# YOUR TASK
How many lines in the records below contain "lane"? Reply with the number only.

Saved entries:
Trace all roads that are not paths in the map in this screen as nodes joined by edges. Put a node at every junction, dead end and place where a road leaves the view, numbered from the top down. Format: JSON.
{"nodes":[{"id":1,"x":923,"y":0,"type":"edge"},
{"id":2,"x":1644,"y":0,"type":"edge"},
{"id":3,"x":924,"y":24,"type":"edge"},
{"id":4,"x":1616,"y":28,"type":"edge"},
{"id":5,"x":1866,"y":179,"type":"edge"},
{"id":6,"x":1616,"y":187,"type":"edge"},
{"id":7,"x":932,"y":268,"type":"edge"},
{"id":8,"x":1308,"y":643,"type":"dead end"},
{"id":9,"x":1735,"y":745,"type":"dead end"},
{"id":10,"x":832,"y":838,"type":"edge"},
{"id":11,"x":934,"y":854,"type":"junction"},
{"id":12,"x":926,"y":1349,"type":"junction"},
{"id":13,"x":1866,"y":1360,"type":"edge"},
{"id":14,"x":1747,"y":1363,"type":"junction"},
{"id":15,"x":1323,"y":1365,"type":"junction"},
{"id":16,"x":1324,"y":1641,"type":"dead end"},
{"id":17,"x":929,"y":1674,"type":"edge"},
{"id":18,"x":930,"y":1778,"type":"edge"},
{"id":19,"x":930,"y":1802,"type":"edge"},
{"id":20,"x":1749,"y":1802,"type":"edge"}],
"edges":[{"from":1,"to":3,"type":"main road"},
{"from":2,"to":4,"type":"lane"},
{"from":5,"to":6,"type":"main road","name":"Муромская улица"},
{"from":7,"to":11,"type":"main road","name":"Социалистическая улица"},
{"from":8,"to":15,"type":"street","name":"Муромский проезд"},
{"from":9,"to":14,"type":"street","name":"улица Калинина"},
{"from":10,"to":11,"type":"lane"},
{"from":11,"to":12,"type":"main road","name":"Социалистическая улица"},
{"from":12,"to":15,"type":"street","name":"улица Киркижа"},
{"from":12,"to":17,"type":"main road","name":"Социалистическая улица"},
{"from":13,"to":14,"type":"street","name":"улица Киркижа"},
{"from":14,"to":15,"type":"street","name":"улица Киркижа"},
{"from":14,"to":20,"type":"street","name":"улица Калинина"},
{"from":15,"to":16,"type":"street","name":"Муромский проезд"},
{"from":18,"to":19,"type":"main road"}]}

# TASK RESPONSE
2